Write out each line of the records that has "edges" in it.

[Entries taken from a collection]
■ ■ ■ ■ ■ ■ ■

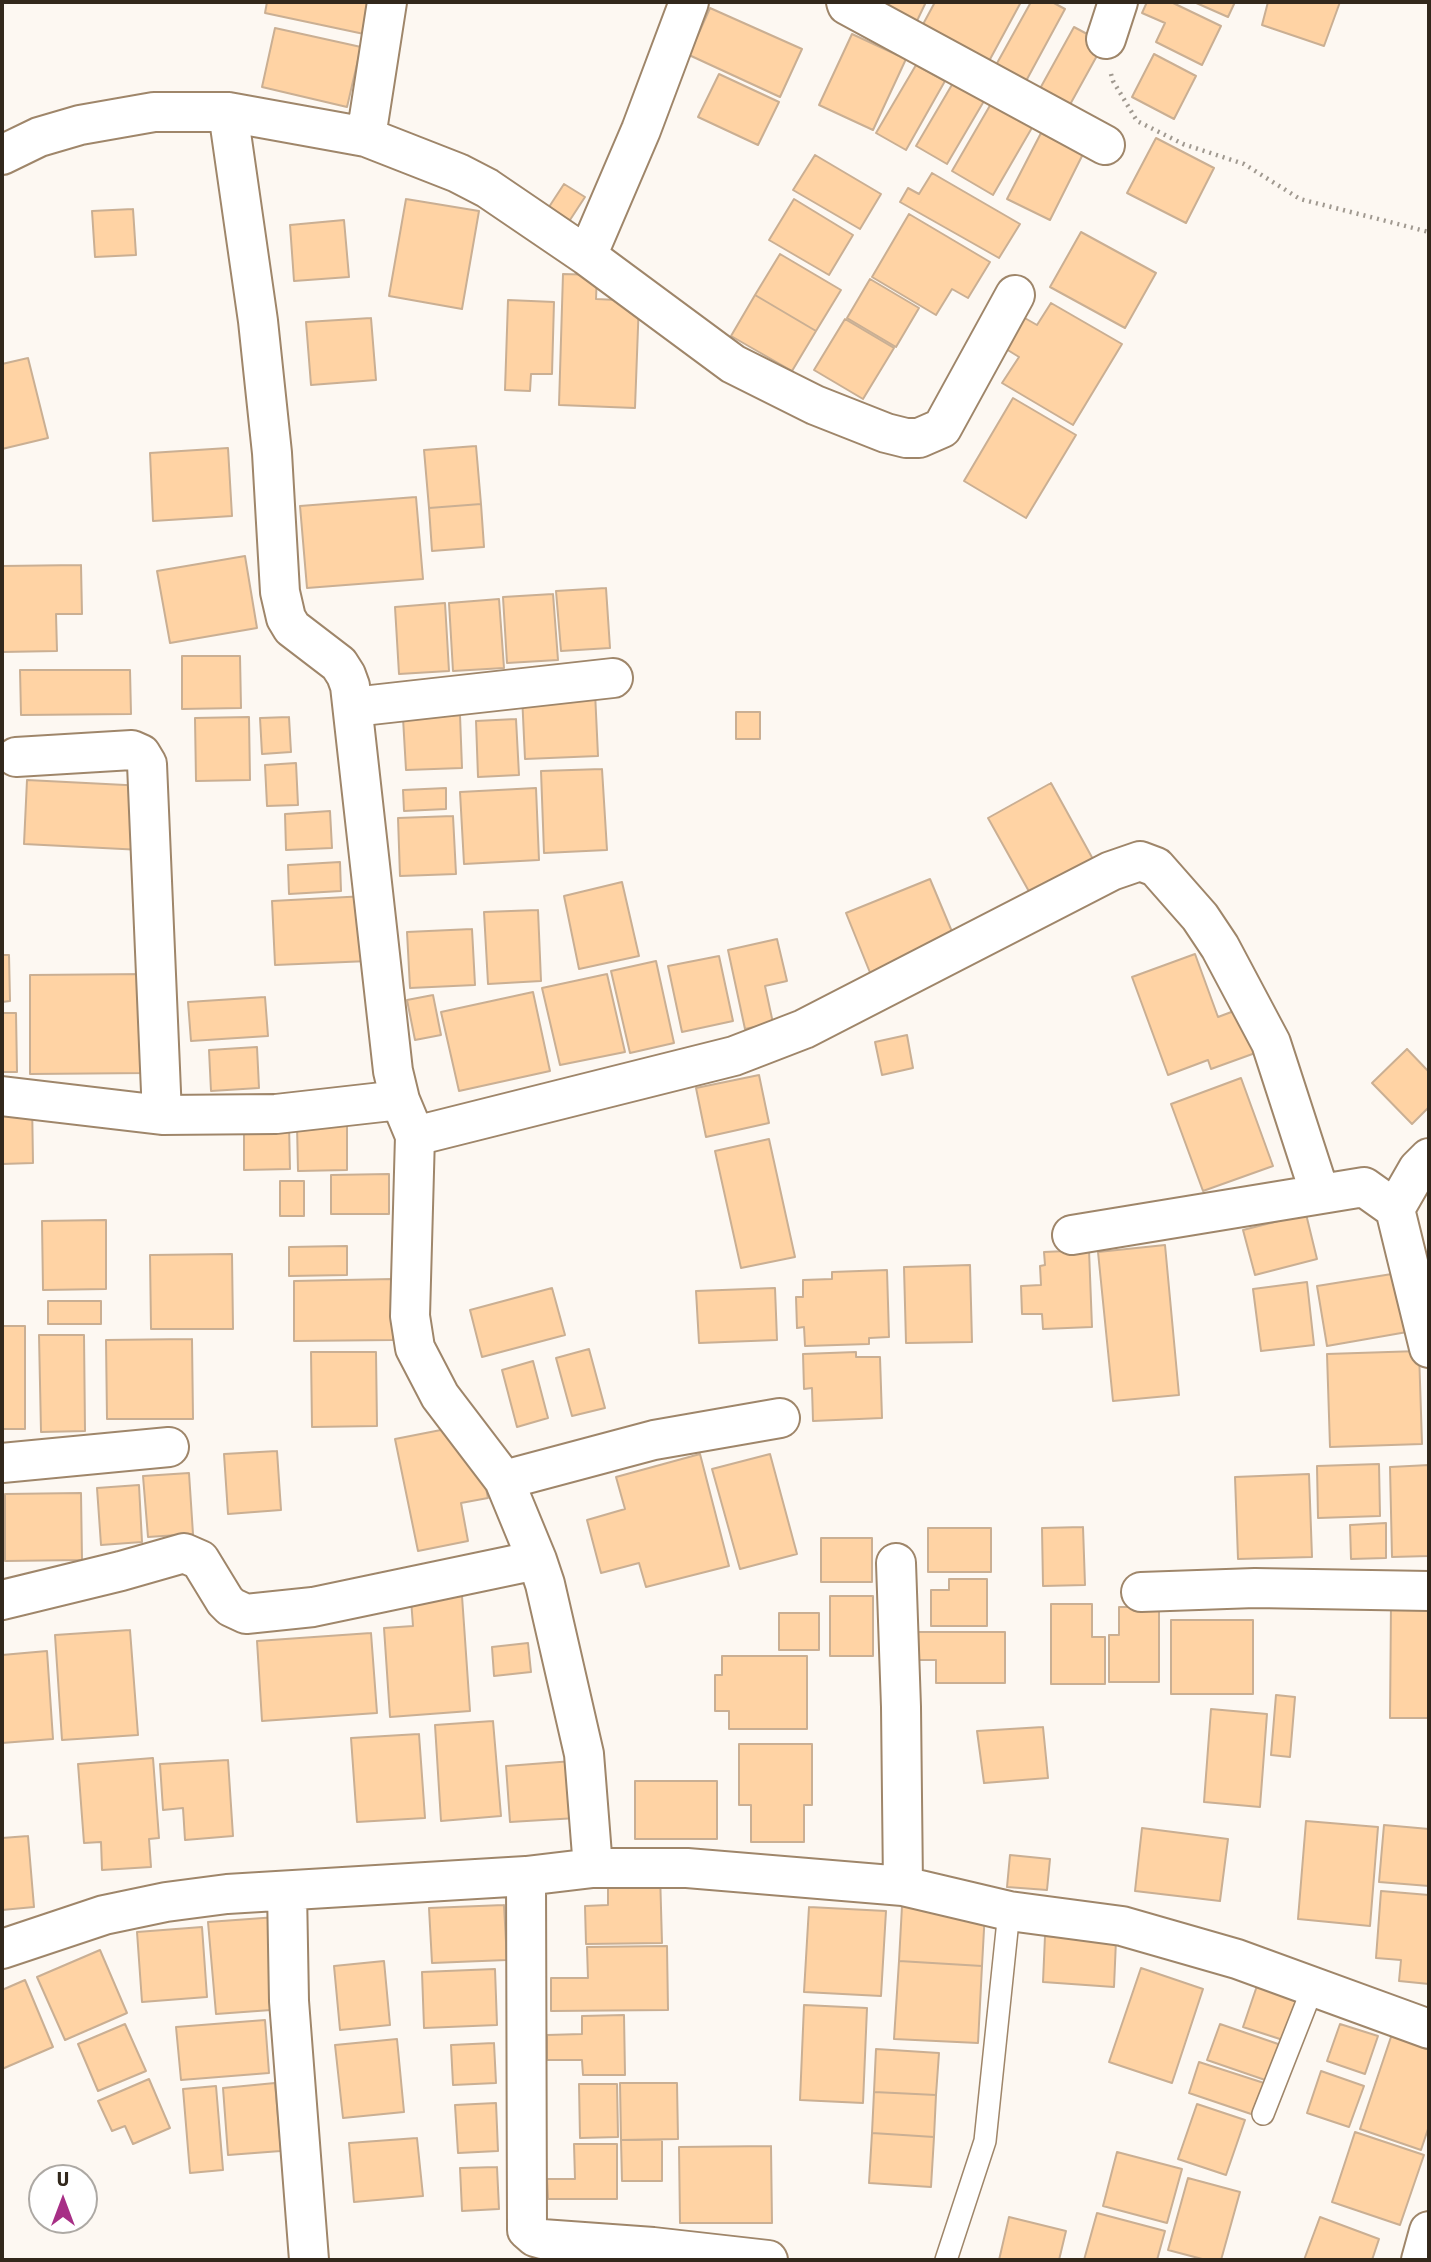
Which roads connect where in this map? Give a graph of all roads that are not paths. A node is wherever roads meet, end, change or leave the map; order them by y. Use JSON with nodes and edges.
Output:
{"nodes":[{"id":1,"x":387,"y":2,"type":"edge"},
{"id":2,"x":689,"y":2,"type":"edge"},
{"id":3,"x":846,"y":2,"type":"edge"},
{"id":4,"x":1118,"y":2,"type":"edge"},
{"id":5,"x":1106,"y":38,"type":"road end"},
{"id":6,"x":228,"y":112,"type":"junction"},
{"id":7,"x":366,"y":137,"type":"junction"},
{"id":8,"x":1105,"y":145,"type":"dead end"},
{"id":9,"x":2,"y":155,"type":"edge"},
{"id":10,"x":587,"y":256,"type":"junction"},
{"id":11,"x":1015,"y":295,"type":"dead end"},
{"id":12,"x":613,"y":678,"type":"dead end"},
{"id":13,"x":353,"y":707,"type":"junction"},
{"id":14,"x":16,"y":757,"type":"dead end"},
{"id":15,"x":2,"y":1096,"type":"edge"},
{"id":16,"x":400,"y":1101,"type":"junction"},
{"id":17,"x":162,"y":1115,"type":"junction"},
{"id":18,"x":415,"y":1136,"type":"junction"},
{"id":19,"x":1429,"y":1158,"type":"edge"},
{"id":20,"x":1320,"y":1194,"type":"junction"},
{"id":21,"x":1395,"y":1209,"type":"junction"},
{"id":22,"x":1072,"y":1235,"type":"dead end"},
{"id":23,"x":1429,"y":1348,"type":"edge"},
{"id":24,"x":780,"y":1418,"type":"dead end"},
{"id":25,"x":169,"y":1447,"type":"dead end"},
{"id":26,"x":2,"y":1463,"type":"edge"},
{"id":27,"x":504,"y":1480,"type":"junction"},
{"id":28,"x":537,"y":1560,"type":"junction"},
{"id":29,"x":897,"y":1563,"type":"dead end"},
{"id":30,"x":1429,"y":1591,"type":"edge"},
{"id":31,"x":1141,"y":1592,"type":"dead end"},
{"id":32,"x":2,"y":1600,"type":"edge"},
{"id":33,"x":593,"y":1868,"type":"junction"},
{"id":34,"x":526,"y":1875,"type":"junction"},
{"id":35,"x":903,"y":1886,"type":"junction"},
{"id":36,"x":287,"y":1891,"type":"junction"},
{"id":37,"x":1009,"y":1910,"type":"junction"},
{"id":38,"x":2,"y":1949,"type":"edge"},
{"id":39,"x":1313,"y":1987,"type":"junction"},
{"id":40,"x":1429,"y":2029,"type":"edge"},
{"id":41,"x":1263,"y":2113,"type":"dead end"},
{"id":42,"x":1429,"y":2231,"type":"edge"},
{"id":43,"x":309,"y":2260,"type":"edge"},
{"id":44,"x":768,"y":2260,"type":"edge"},
{"id":45,"x":946,"y":2260,"type":"edge"},
{"id":46,"x":1421,"y":2260,"type":"edge"}],
"edges":[{"from":1,"to":7,"type":"street"},
{"from":2,"to":10,"type":"street"},
{"from":3,"to":8,"type":"street"},
{"from":4,"to":5,"type":"street"},
{"from":6,"to":7,"type":"street"},
{"from":6,"to":9,"type":"street"},
{"from":6,"to":13,"type":"street"},
{"from":7,"to":10,"type":"street"},
{"from":10,"to":11,"type":"street"},
{"from":12,"to":13,"type":"street"},
{"from":13,"to":16,"type":"street"},
{"from":14,"to":17,"type":"street"},
{"from":15,"to":17,"type":"street"},
{"from":16,"to":17,"type":"street"},
{"from":16,"to":18,"type":"street"},
{"from":18,"to":20,"type":"street"},
{"from":18,"to":27,"type":"street"},
{"from":19,"to":21,"type":"street"},
{"from":20,"to":21,"type":"street"},
{"from":20,"to":22,"type":"street"},
{"from":21,"to":23,"type":"street"},
{"from":24,"to":27,"type":"street"},
{"from":25,"to":26,"type":"street"},
{"from":27,"to":28,"type":"street"},
{"from":28,"to":32,"type":"street"},
{"from":28,"to":33,"type":"street"},
{"from":29,"to":35,"type":"street"},
{"from":30,"to":31,"type":"street"},
{"from":33,"to":34,"type":"street"},
{"from":33,"to":35,"type":"street"},
{"from":34,"to":36,"type":"street"},
{"from":34,"to":44,"type":"street"},
{"from":35,"to":37,"type":"street"},
{"from":36,"to":38,"type":"street"},
{"from":36,"to":43,"type":"street"},
{"from":37,"to":39,"type":"street"},
{"from":37,"to":45,"type":"lane"},
{"from":39,"to":40,"type":"street"},
{"from":39,"to":41,"type":"lane"},
{"from":42,"to":46,"type":"street"}]}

■ ■ ■ ■ ■ ■ ■

> **ANSWER BOX**
Which roads connect where in this map? Give a graph of all roads that are not paths. A node is wherever roads meet, end, change or leave the map; order them by y. Use JSON with nodes and edges.
"edges":[{"from":1,"to":7,"type":"street"},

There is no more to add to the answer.